Ponder this: is the right to buy and drive a Lamborghini truly definitional of freedom? Marx would likely answer in the negative and suggest that the desire to operate shiny metal boxes on wheels is not fundamental to our nature but instead a response to voids spawned by the drudgery of wage-labor. His response is fair—most would agree that abstract lacks are materially irremediable. True freedom, he propounded, was the ability to control desire and stand impervious to the influence of an artificial economic construct.

Returning to the big picture, a Marxist seeks to understand historical truth. For that purpose, he or she reevaluates the past by partitioning it into segments characterized by unique economic bases that are undergirded by ideological superstructures facilitative of their legitimacy. Examples of economic bases include slavery, feudalism and capitalism, all of which developed superstructures that buoyed them; an exemplary superstructure is religion, which Marx affectionately equated to “opium for the masses” because it predicated righteousness on meekness and humility.

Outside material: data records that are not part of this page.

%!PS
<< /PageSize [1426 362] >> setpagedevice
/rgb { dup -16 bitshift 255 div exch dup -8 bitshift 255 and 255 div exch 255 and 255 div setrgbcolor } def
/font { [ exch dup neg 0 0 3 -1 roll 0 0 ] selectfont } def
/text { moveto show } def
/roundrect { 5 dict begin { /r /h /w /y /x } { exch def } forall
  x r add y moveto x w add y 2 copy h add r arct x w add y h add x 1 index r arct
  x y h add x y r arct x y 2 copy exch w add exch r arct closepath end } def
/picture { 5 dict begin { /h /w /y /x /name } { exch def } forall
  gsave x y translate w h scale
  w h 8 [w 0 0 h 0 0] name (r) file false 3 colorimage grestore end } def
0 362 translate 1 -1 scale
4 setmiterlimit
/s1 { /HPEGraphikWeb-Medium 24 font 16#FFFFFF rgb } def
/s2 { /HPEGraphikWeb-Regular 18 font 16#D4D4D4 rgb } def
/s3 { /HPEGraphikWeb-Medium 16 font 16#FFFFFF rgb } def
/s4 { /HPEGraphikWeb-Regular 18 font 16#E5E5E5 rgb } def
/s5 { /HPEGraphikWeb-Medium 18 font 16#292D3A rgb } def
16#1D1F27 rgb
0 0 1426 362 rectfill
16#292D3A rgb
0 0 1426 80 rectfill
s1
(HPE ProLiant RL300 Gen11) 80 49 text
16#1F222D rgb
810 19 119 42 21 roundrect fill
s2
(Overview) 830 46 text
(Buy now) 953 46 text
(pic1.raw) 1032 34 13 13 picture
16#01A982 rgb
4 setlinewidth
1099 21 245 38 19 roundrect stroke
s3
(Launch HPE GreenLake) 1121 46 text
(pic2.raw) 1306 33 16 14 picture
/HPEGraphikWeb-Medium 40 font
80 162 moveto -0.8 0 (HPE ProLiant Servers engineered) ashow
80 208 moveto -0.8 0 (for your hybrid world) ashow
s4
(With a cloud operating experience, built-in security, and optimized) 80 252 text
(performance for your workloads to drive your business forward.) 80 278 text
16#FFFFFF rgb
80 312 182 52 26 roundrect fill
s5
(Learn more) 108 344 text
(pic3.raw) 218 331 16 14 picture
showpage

Marxism then analyzes these historical segments foremost by focusing on the interclass relationships within them and subsequently by determining how their resultant strife informs historical change. 

After briefly touching on economies that preceded capitalism, Karl Marx—one of two German coauthors of the Marxist doctrine and perhaps the most important figure of the last two centuries—defined it as a zero-sum game in which the owners of the means of production (bourgeoisie) oppressed the laborers they employed (proletariat) and used religion and government to secure the perpetuity and legitimacy of their oppression. Marx, along with his reluctantly industrial benefactor, Friedrich Engels, lamented that the mechanics of capitalism alienated wage-earners from the products of their labor, thereby distancing artisans from the art they created. In order to rectify these supposed realities, Marx encouraged the proletariat to collectivize and seize the means of production to requisition profits from the capitalists who financed their labor. And because Marx held governments accountable for these institutionalized oppressions, the natural vehicle for the commoner’s catharsis was his prescriptive seizure, and the only road in that direction was violent revolution. 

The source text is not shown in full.